__WORK REQUEST__. Take each line of the entries below that contains "change" and copy it.
DATA TO EXAMINE Start Marker
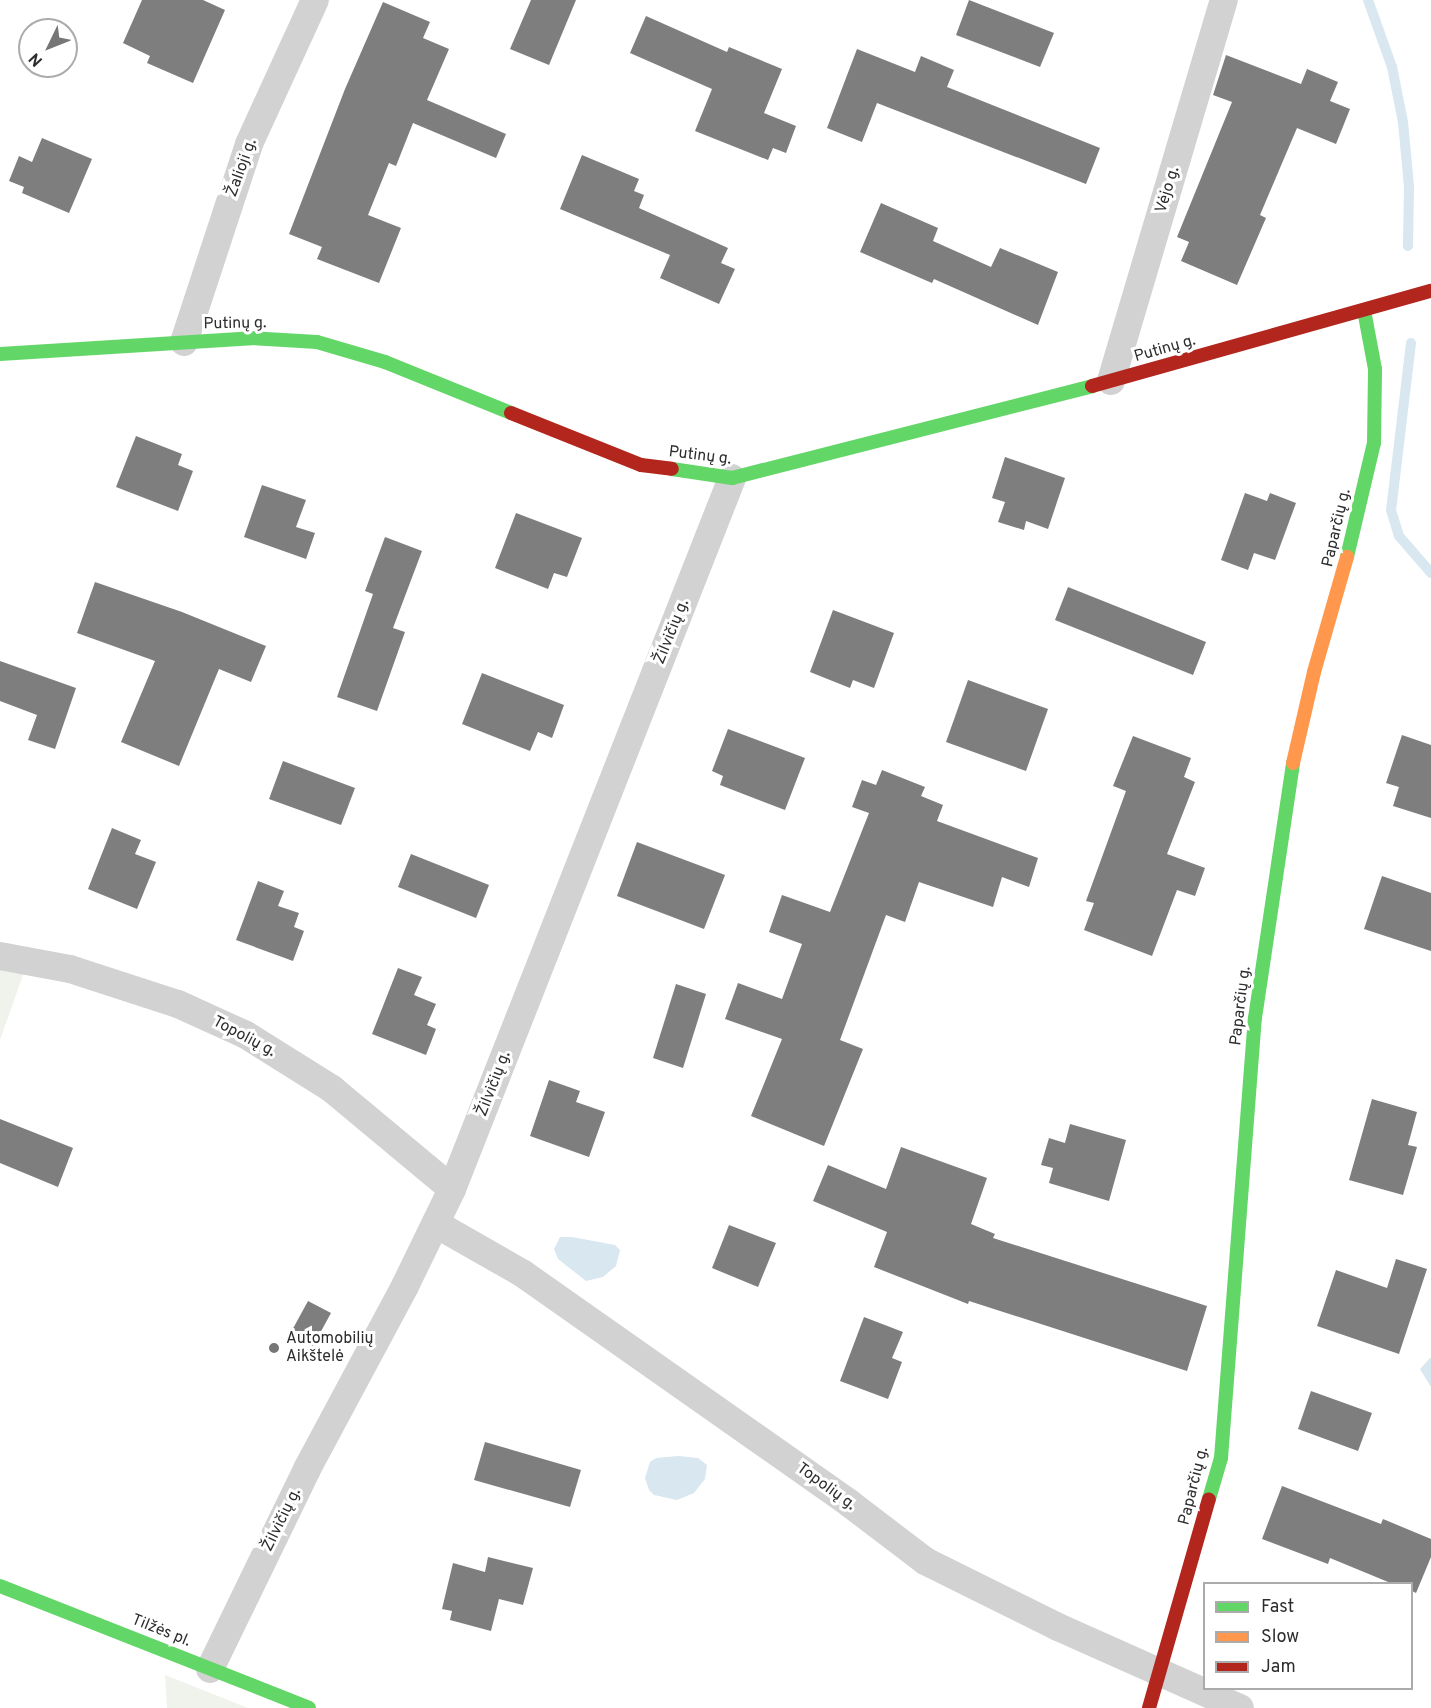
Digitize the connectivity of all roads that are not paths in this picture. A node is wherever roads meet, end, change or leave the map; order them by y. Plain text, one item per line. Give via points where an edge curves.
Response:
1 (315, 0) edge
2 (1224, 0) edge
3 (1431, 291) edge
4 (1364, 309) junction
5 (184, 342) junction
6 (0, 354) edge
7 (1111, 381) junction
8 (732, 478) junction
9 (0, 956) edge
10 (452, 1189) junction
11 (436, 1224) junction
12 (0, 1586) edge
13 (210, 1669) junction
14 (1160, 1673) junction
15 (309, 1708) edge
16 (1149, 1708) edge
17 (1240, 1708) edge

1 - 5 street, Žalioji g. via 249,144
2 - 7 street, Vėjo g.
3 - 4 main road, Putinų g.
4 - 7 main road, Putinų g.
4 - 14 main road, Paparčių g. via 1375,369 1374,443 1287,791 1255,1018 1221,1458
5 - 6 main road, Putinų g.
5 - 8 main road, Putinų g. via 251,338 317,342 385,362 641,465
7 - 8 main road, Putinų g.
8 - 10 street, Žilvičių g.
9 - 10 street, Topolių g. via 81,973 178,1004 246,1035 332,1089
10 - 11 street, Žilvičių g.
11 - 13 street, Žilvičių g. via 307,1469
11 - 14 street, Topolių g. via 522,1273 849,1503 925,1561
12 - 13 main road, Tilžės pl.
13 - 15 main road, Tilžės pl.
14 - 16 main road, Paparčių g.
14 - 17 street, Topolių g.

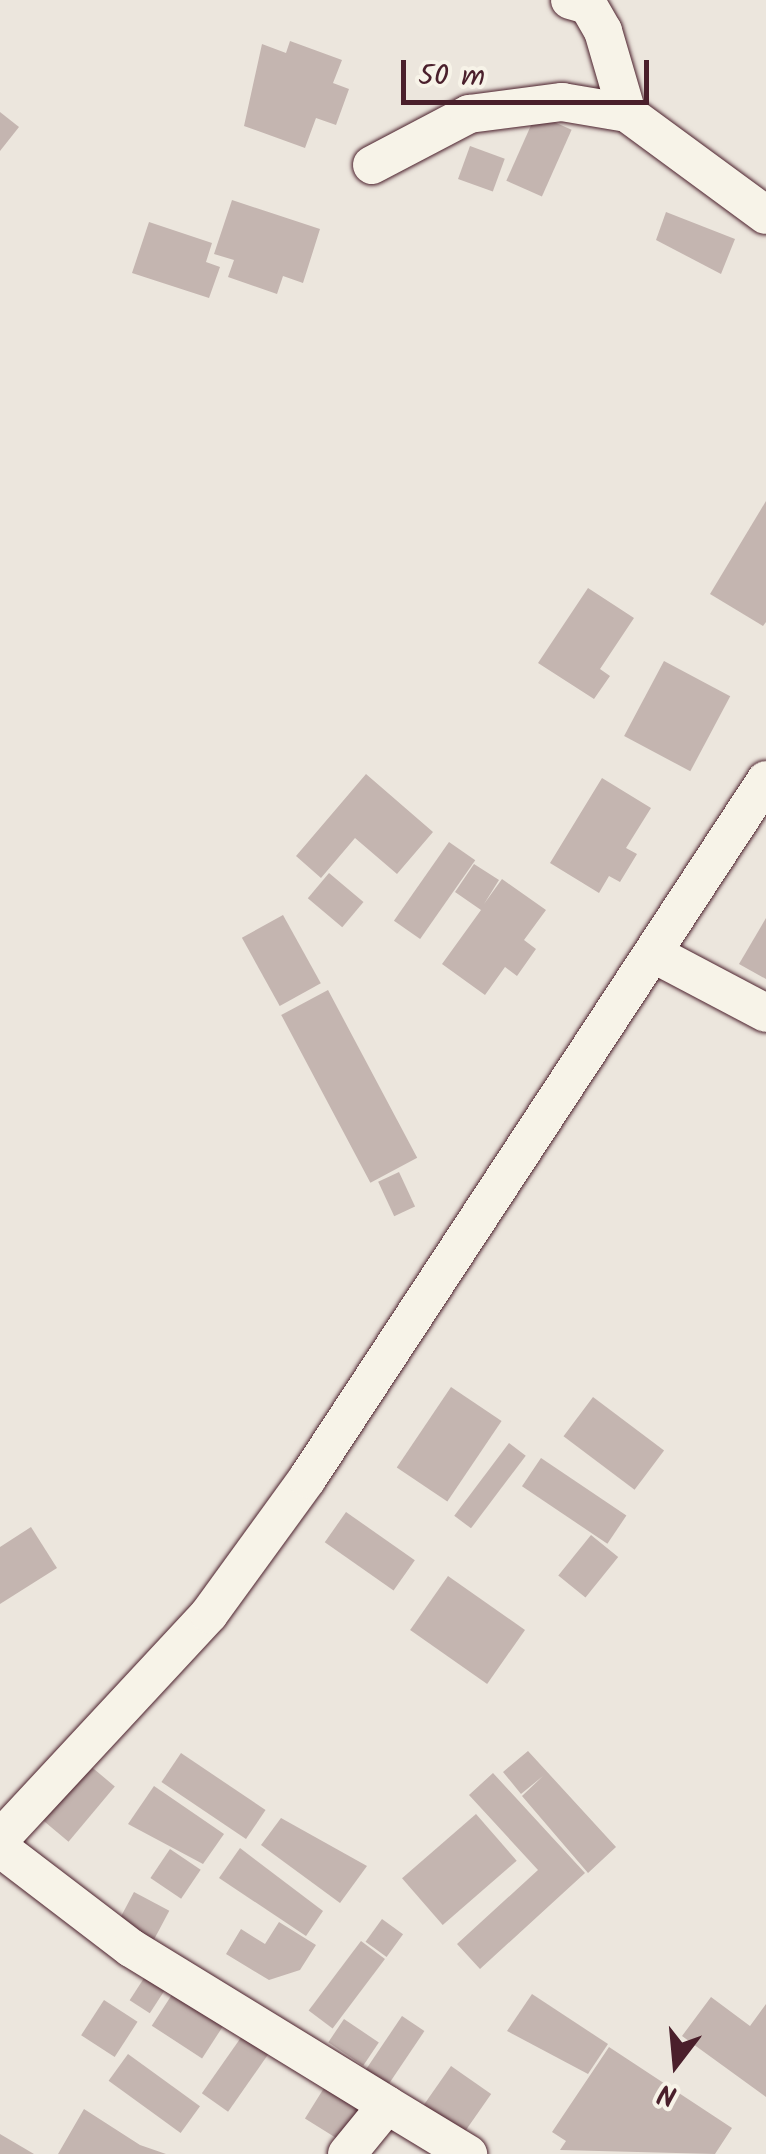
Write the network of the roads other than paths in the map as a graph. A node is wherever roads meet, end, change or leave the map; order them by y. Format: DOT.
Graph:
DATA TO EXAMINE End Marker
__RESULT OF THIS EXERCISE__.
Digitize the connectivity of all roads that are not paths in this picture. A node is wherever roads meet, end, change or leave the map; order them by y. Plain text, one item per line. Give via points where an edge curves.
Write the network of the roads other than paths in the map as a graph. A node is wherever roads meet, end, change or leave the map; order them by y. Format: DOT.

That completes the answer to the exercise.